The increasing reliance on ‘the course’ to provide education can be a convenient way to accelerate learning in a particular field, but if courses are being used to cover core competencies of medical practice, because training posts cannot cover that ground, or provide that supervision – we need to reflect deeply on how educating our juniors and developing their clinical skills and acumen has fallen so far down the agenda that service is now seen as completely divorced from education.

Scribes and scribbles

3 Nov, 13 | by Toby Hillman

Poor communication is often at the root of complaints about clinical care (see here and here)

Poor communication with patients is concentrated on in a number of spheres of medical education – the CSA exam from the Royal College of General Practitioners is an example where consultation style and communication is assessed as a key outcome for career progression.  Medical schools deliver communication skills training, and postgraduate training (especially for General Practitioners) sets a premium on communication between healthcare professionals and their patients.

In the background is communication between healthcare professionals within a team, or on different teams.  Acute situations are often covered well, and the ALS training system is a good example of creating a common language which enables swift understanding and communication in a time critical situation. Work within simulation labs in particular is bringing communication tools from other industries to bear on emergencies, and ‘crisis resource management‘ – with an emphasis on team communication is very much part of the current vogue in anaesthetic training (among other specialties)

But what about that staple of the medical world – the notes? Are we all trained as well in communicating in the written form?
As electronic notes loom on the horizon, perhaps it is understandable that note writing is becoming a lost art, and flourishes with a fountain pen becoming a rarity.

However, until we reach the nirvana (?) of a fully electronic patient record, we still have the task of communicating the complexities of a clinical examination in the notes.

An organ close to my (and your) hearts – is the lungs.  Examination of the lungs with a stethoscope has fallen out of favour in some quarters  but remains a key procedure in investigating the acutely unwell, or recuperating patient.
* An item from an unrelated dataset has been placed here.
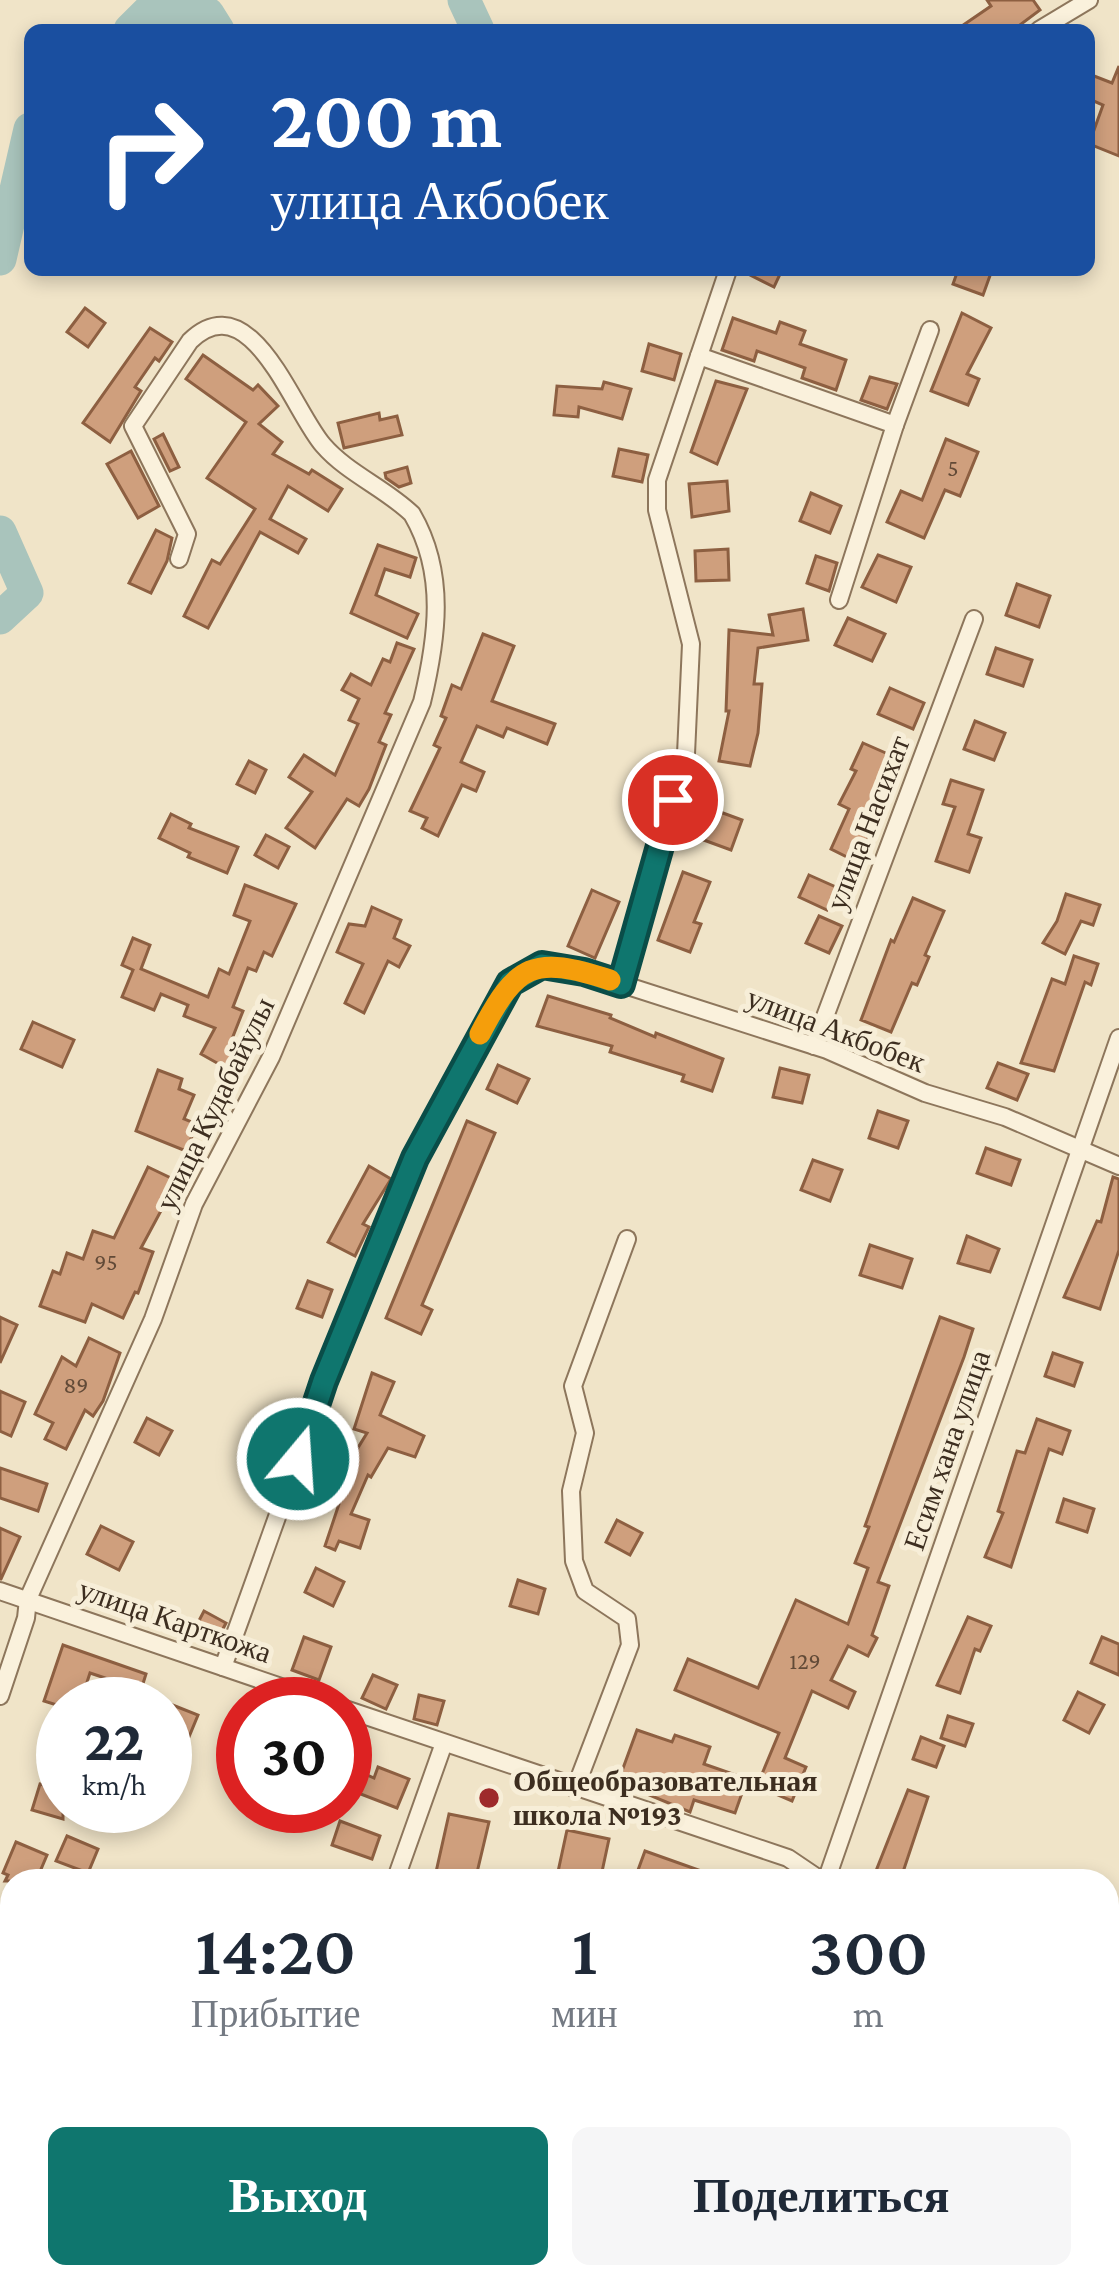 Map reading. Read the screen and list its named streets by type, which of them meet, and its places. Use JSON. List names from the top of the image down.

In the PMJ this month is a great paper on the use of different symbols used in medical notes to ‘describe’ findings in the chest examination – and the conclusions make a lot of sense. I was surprised to see foreign symbols which would make no sense to me at all, but reassured by the simple advice to make these hieroglyphics more understandable.  Below is one of my standard examination pictograms. I seem to have a different dialect from the studied population for wheeze, but agree with them in general for crackles…
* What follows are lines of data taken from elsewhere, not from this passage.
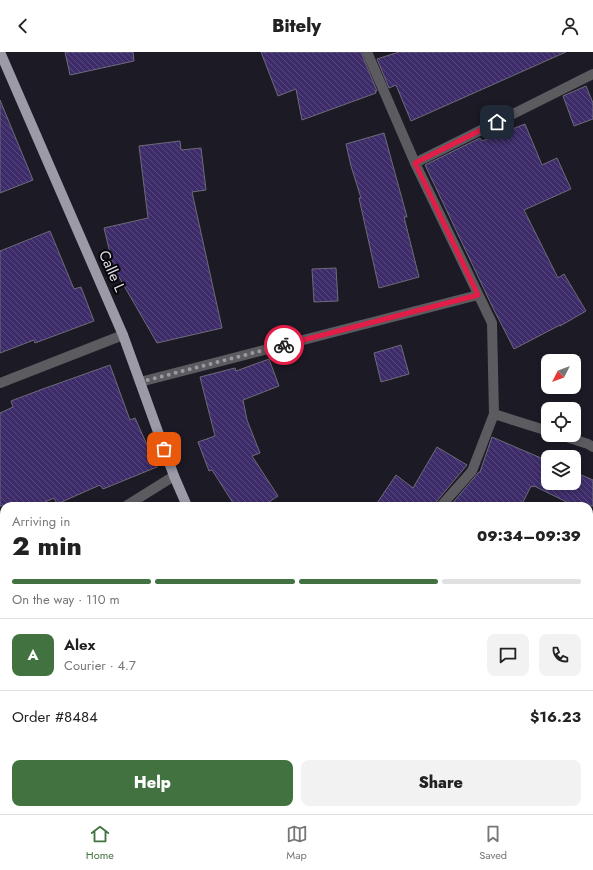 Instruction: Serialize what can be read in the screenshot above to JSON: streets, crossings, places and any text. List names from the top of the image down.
{
  "streets": {
    "main road": ["Calle L"]
  },
  "north": "bottom left",
  "page": {
    "header": "Bitely",
    "heading": ["2 min", "Arriving in", "09:34–09:39"],
    "panel": [
      "Alex",
      "Courier · 4.7",
      "Order #8484",
      "$16.23"
    ],
    "bar": "On the way · 110 m",
    "round": "A",
    "buttons": ["Help", "Share"],
    "tabs": ["Home", "Map", "Saved"]
  }
}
My depiction of the study clinical description

A set of lungs with wheeze in the lower zones, and crepitations at the right base.
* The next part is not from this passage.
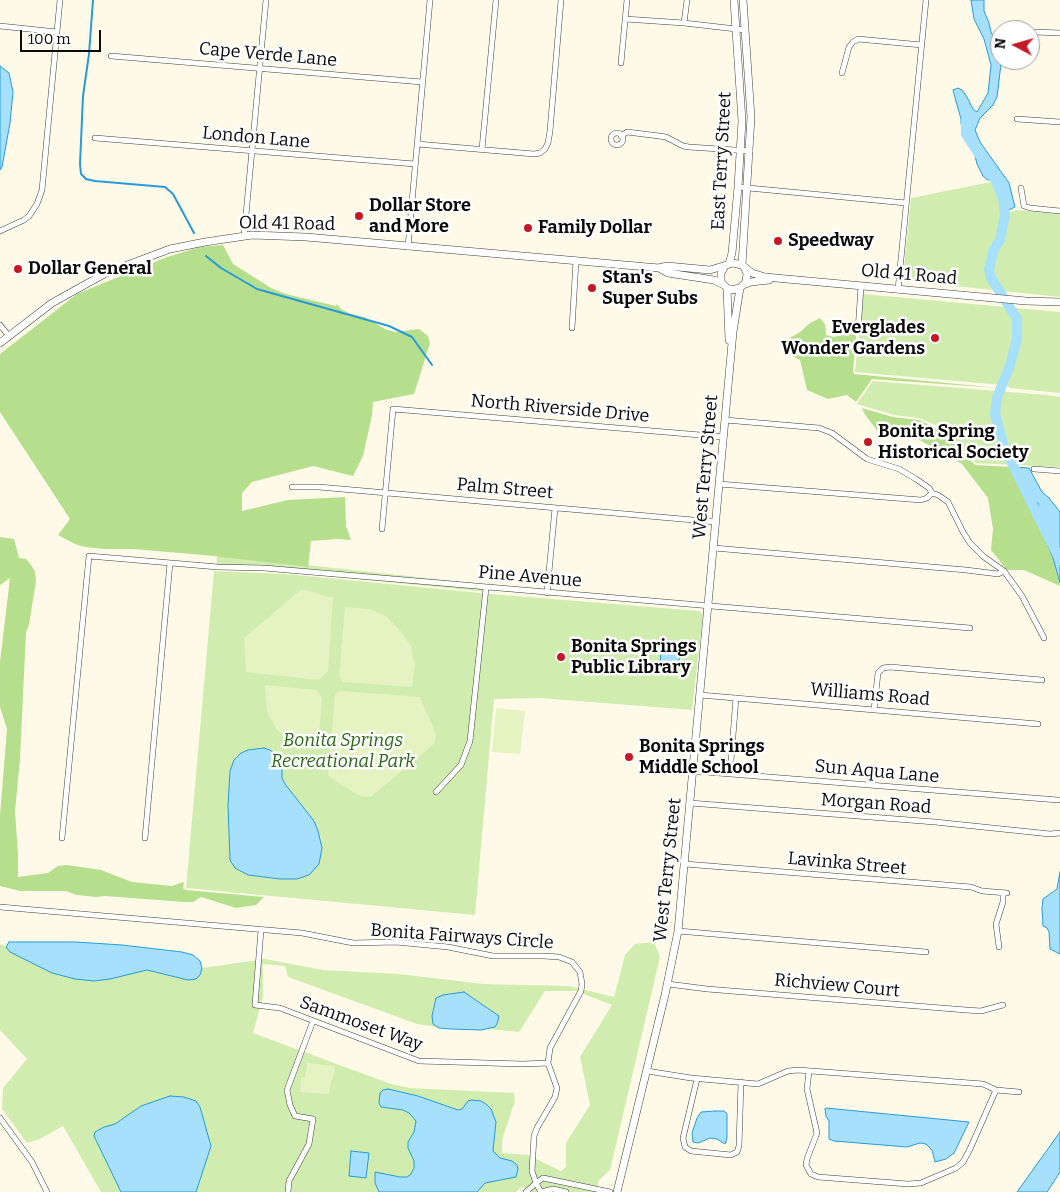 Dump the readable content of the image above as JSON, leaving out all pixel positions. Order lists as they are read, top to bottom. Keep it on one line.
{"streets":{"street":["Cape Verde Lane","London Lane","East Terry Street","Old 41 Road","North Riverside Drive","West Terry Street","Palm Street","Pine Avenue","Williams Road","Sun Aqua Lane","Morgan Road","Lavinka Street","Bonita Fairways Circle","Richview Court","Sammoset Way"]},"crossings":[["East Terry Street","Old 41 Road"],["East Terry Street","West Terry Street"],["Old 41 Road","West Terry Street"],["North Riverside Drive","West Terry Street"],["North Riverside Drive","Palm Street"],["West Terry Street","Palm Street"],["West Terry Street","Pine Avenue"],["West Terry Street","Williams Road"],["West Terry Street","Sun Aqua Lane"],["West Terry Street","Morgan Road"],["West Terry Street","Lavinka Street"],["West Terry Street","Richview Court"],["Bonita Fairways Circle","Sammoset Way"]],"parks":["Bonita Springs Recreational Park"],"places":["Dollar Store and More","Family Dollar","Speedway","Dollar General","Stan's Super Subs","Everglades Wonder Gardens","Bonita Spring Historical Society","Bonita Springs Public Library","Bonita Springs Middle School"],"scale_bar":"100 m","north":"left"}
A common language would be the ideal, and this paper shows how we can improve this small but vital part of our communication in the notes.

When thinking about how to tackle this on a wider scale, it is tempting to think that to improve the accuracy, relevance and quality of note-making, the most senior member of the team during that consultation makes the note.  This is not the usual experience on ward rounds – where the most junior member of the team often scribbles down their interpretation of a consultation and then defines the actions taken by the team thereafter.

To enhance educational opportunities on the ward round, improve team understanding of the case, and the patient’s understanding of what is happening to them, Dr Caldwell in Worthing uses a technique which is discussed on this thread

The PMJ paper sets out the variation possible in understanding a ‘set-piece’ of clinical examination when written in the notes; we need to take the lessons from this and apply them more widely – to improve communication – which will in turn enhance patient safety, and potentially experience and engagement too.